A commentary published by environmental news provider Mongabay details the dramatic impact of monoculture cocoa farming in Ivory Coast on protected forests.

“Cocoa production in Côte d’Ivoire began in the 1950s in forests bordering Ghana, and progressively shifted west as trees were removed and soil exhausted,” wrote Cathy Watson, chief of partnerships at the Center for International Forestry Research (CIFOR) and ICRAF. “Côte d’Ivoire lost 217,866 hectares of protected forest from 2001 to 2014 to monocultures of it.”

In 2017, the NGO Mighty Earth revealed the destruction of government forest reserves in Côte d’Ivoire by cocoa cultivation: out of 234, only six were still relatively intact. Deforestation outside reserves, largely due to cocoa, was also severe: 94 percent of Ivory Coast’s humid tropical forest was gone.

‘Many had known what was happening, but the Mighty Earth report was a turning point after which the crisis could be openly spoken of, she said.

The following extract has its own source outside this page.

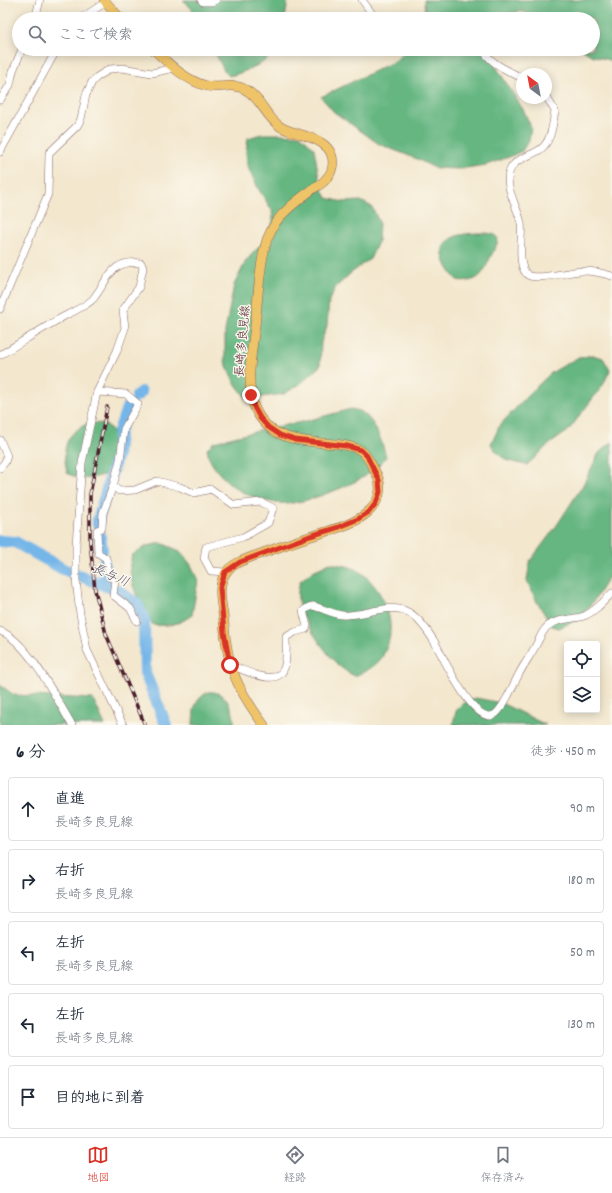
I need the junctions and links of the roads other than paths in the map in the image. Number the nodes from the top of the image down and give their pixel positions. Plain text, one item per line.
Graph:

“Cocoa agroforestry had long been of interest,” she added, explaining that ICRAF and the cocoa industry were aware that cocoa grew well with other trees in other locations, including Central America and in complex multi-strata agroforestry systems in Cameroon with up to 20 types of tree.

In 2014, ICRAF interviewed 355 Ivorian cocoa farmers and at that time, an overwhelming majority (338) knew the benefits of growing it with other trees, she wrote.

This news woke up major players in the cocoa sector, including multinationals like Mars Wrigley and Barry Callebaut, who began testing the concept and, in 2019,  Le Conseil du Café et Cacao, the main cocoa body in Ivory Coast acknowledged the opportunities presented by agroforestry.